[PROVIDED MATERIAL Boundary: Start]
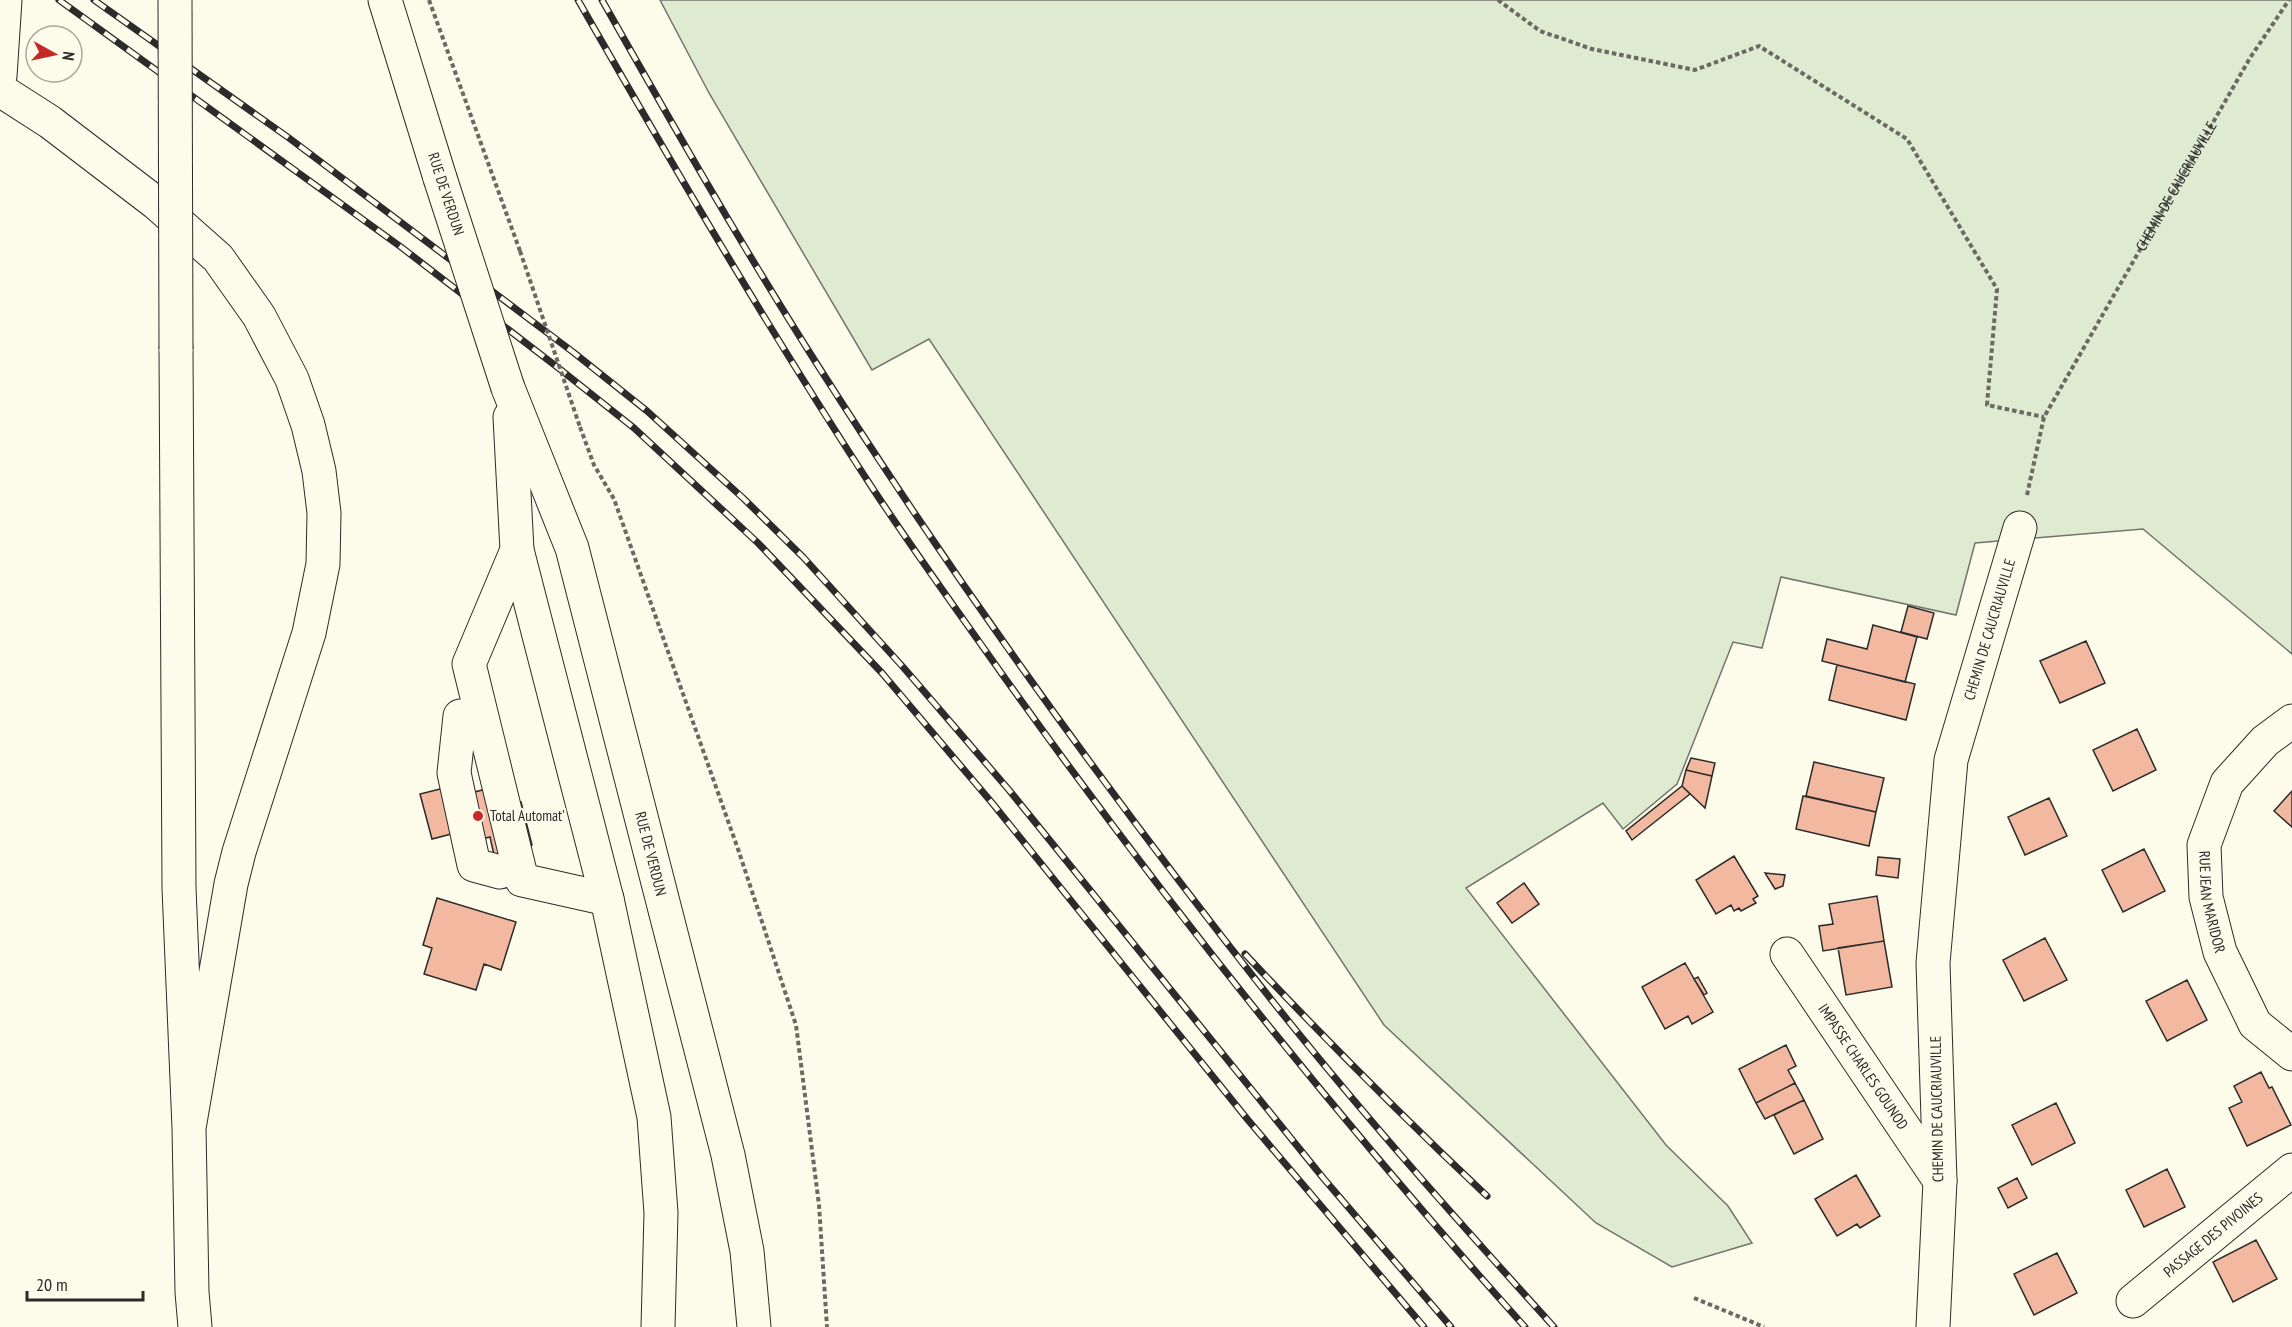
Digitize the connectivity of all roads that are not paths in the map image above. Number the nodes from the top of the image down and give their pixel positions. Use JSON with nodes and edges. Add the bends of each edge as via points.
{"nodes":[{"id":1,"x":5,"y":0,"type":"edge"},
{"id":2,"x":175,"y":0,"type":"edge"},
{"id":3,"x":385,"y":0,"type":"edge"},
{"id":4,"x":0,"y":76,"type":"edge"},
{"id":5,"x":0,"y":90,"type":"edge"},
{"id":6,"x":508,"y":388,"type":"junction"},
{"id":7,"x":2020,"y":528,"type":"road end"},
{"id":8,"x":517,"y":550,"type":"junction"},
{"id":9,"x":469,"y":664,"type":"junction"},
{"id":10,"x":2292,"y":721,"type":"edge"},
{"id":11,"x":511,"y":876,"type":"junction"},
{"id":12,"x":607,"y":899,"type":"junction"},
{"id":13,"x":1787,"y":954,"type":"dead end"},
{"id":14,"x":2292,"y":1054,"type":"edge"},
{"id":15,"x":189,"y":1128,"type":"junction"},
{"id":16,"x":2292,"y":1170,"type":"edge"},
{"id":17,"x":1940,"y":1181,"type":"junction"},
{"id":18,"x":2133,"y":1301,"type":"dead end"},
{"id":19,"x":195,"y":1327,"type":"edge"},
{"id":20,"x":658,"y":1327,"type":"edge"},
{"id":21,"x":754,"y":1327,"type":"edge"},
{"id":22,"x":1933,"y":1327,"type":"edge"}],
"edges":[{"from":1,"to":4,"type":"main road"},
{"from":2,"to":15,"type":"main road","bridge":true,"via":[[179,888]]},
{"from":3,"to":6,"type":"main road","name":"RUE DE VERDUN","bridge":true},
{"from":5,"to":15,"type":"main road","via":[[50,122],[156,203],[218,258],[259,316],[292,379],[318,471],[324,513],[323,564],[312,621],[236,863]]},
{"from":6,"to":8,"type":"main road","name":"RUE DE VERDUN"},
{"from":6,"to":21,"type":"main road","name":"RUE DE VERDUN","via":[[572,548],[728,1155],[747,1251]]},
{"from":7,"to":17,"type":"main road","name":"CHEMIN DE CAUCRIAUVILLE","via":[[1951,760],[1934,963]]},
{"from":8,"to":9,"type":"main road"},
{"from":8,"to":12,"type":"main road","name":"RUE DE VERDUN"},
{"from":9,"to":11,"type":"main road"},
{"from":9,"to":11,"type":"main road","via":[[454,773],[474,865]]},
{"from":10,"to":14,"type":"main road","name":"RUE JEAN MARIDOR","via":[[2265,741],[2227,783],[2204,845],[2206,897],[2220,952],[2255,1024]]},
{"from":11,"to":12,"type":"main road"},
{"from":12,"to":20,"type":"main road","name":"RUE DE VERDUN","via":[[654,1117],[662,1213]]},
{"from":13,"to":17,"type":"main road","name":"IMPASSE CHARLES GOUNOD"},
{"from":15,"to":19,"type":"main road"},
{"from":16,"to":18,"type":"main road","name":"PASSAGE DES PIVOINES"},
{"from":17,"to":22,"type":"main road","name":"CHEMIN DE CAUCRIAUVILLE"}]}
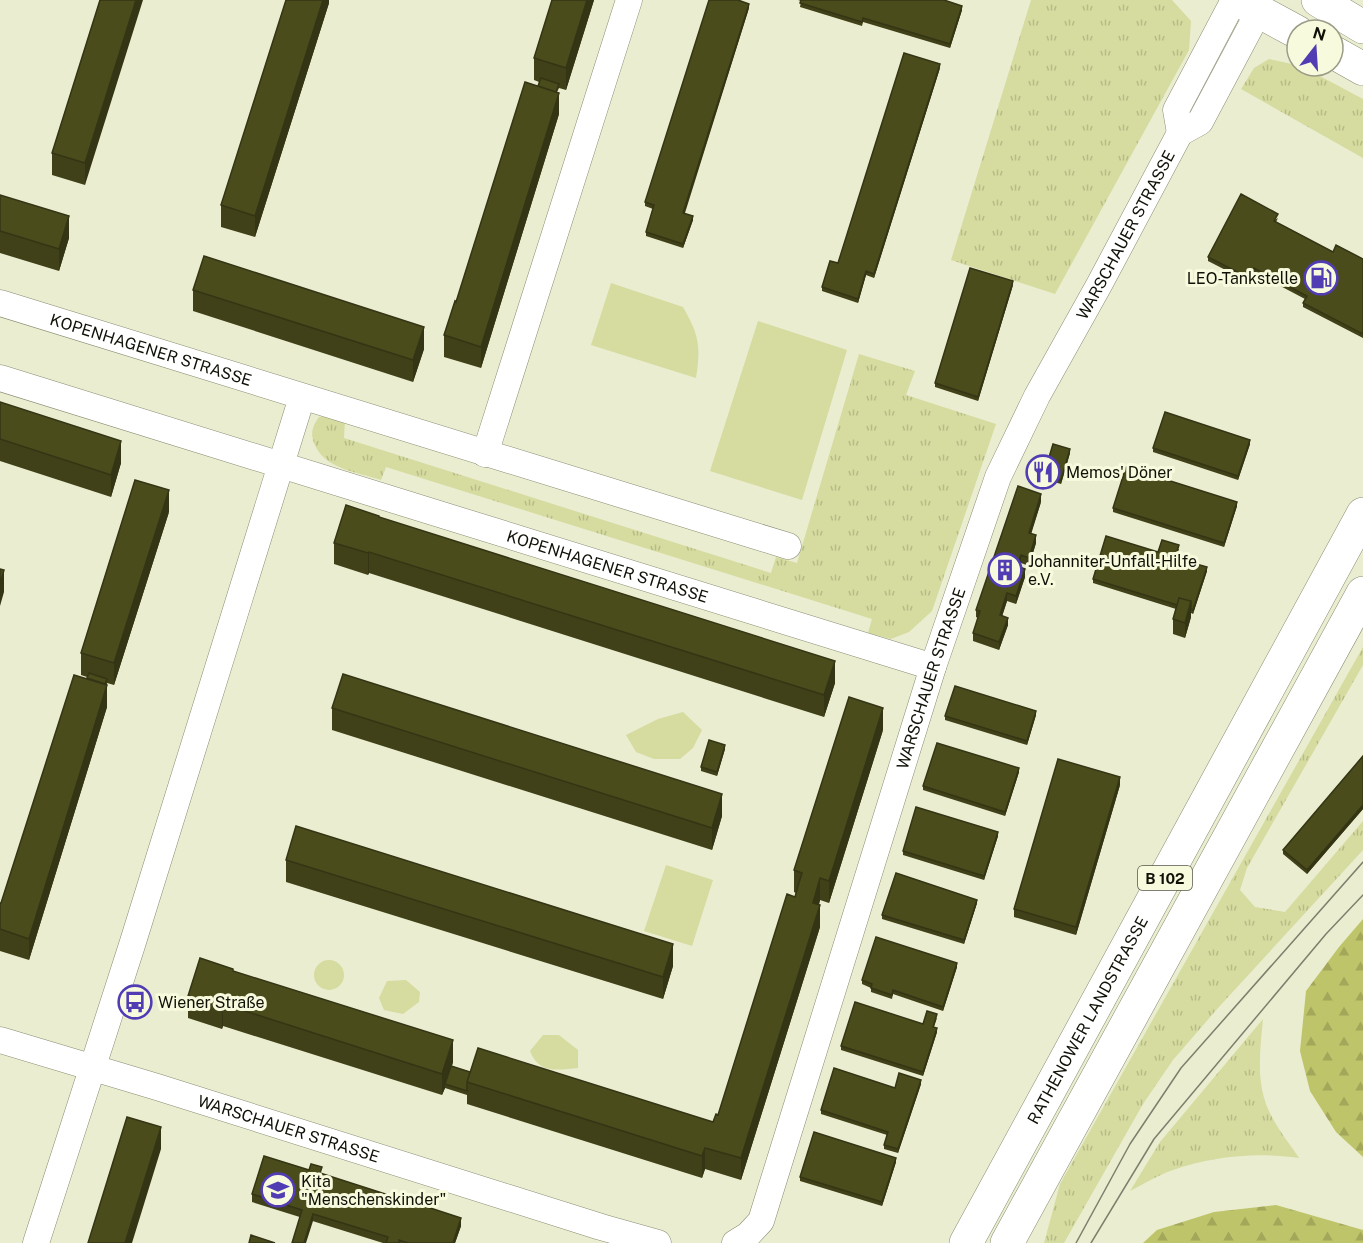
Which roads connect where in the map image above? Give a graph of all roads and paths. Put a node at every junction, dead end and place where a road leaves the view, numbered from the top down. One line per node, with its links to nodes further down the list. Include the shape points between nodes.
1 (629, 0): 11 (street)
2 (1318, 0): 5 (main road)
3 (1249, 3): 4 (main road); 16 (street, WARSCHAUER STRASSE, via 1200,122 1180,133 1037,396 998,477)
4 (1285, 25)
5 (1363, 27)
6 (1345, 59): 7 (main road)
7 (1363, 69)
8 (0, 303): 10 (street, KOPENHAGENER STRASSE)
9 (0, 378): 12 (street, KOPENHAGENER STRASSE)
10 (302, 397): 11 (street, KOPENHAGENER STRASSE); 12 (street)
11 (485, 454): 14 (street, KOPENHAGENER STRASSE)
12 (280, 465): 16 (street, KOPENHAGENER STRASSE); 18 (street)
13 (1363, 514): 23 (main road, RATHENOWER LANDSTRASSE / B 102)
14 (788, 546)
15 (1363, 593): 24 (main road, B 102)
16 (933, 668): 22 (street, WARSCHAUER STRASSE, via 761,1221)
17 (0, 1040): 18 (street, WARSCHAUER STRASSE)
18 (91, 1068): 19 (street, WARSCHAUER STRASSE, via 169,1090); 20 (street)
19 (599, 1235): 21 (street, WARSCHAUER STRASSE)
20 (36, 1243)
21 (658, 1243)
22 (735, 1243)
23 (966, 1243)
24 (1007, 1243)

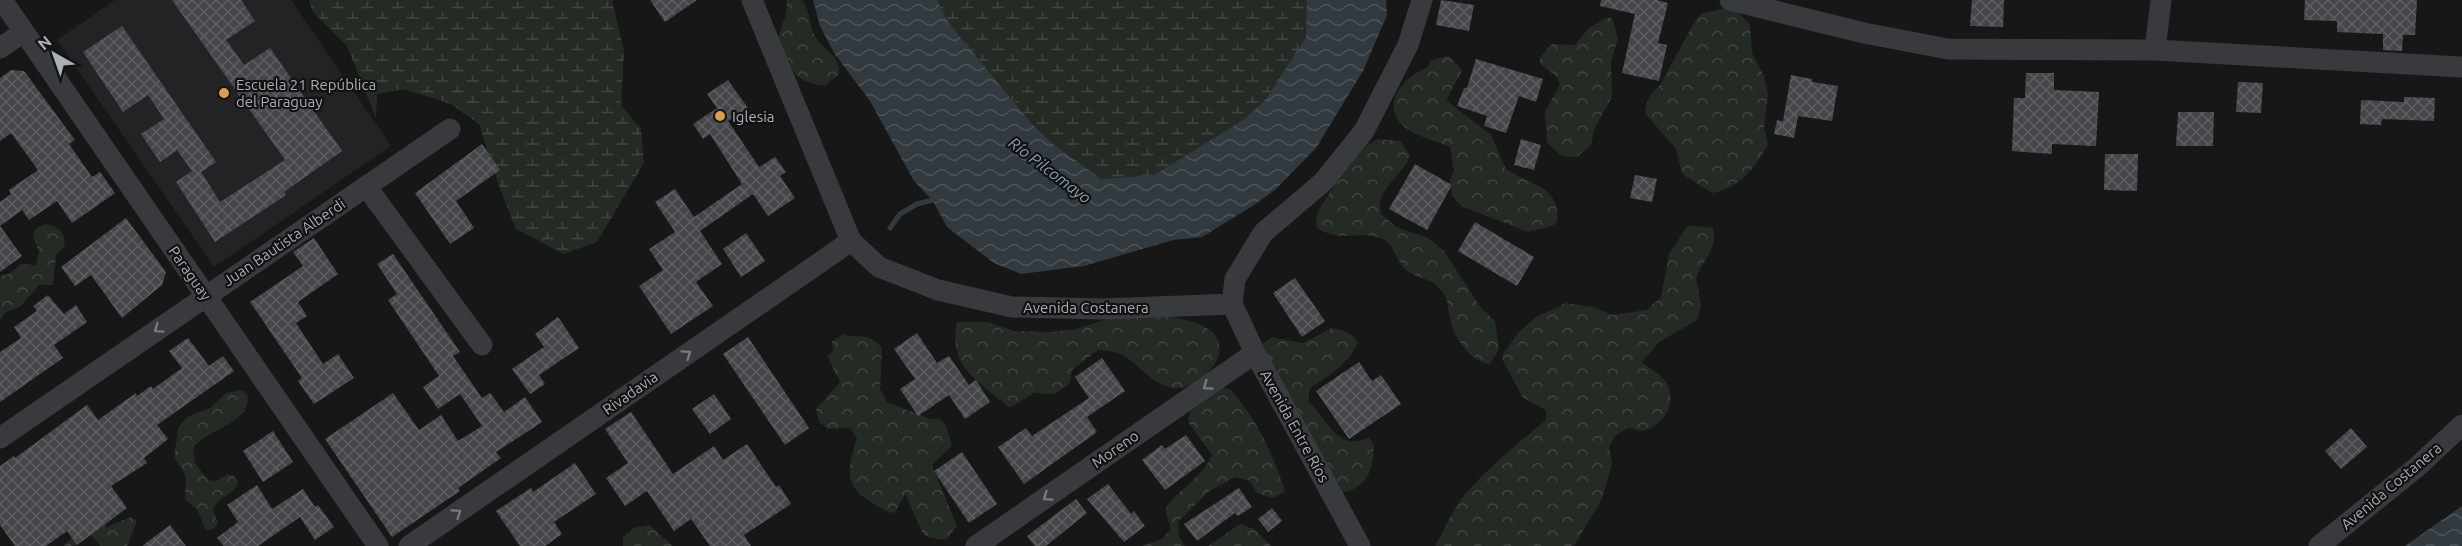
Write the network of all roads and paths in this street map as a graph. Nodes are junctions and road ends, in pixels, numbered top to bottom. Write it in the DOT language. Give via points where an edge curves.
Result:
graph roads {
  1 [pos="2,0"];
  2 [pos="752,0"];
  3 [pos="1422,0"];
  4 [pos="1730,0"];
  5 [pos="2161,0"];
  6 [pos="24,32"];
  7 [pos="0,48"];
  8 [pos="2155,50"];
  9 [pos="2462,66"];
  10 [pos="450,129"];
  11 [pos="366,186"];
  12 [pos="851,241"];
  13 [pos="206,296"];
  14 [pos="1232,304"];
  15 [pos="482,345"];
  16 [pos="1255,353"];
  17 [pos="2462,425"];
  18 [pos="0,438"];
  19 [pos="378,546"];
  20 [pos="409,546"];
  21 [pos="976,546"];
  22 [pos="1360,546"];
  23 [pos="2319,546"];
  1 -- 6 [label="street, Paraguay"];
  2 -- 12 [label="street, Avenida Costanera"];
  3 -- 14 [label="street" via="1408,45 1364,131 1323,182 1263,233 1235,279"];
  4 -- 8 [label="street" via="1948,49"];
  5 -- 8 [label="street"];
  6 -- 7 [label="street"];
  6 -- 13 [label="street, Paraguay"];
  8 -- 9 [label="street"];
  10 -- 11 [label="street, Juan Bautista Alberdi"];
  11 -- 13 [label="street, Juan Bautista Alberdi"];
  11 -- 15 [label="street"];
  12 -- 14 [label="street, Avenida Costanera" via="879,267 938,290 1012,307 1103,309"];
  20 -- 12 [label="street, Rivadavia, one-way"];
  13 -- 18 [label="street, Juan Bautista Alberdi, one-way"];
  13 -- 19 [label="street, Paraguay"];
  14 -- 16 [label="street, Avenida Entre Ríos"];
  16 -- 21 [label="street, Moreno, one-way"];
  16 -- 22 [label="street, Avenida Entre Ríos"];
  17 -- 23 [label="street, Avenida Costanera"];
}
[PROVIDED MATERIAL Boundary: End]
◆ DIRECTIONS FOR THIS TASK
Across the data, pull every line containing the string "roads".

◆ ANSWER SECTION
Digitize the connectivity of all roads that are not paths in the map image above. Number the nodes from the top of the image down and give their pixel positions. Use JSON with nodes and edges. Add the bends of each edge as via points.
Which roads connect where in the map image above? Give a graph of all roads and paths. Put a node at every junction, dead end and place where a road leaves the view, numbered from the top down. One line per node, with its links to nodes further down the list. Include the shape points between nodes.
Write the network of all roads and paths in this street map as a graph. Nodes are junctions and road ends, in pixels, numbered top to bottom. Write it in the DOT language. Give via points where an edge curves.
graph roads {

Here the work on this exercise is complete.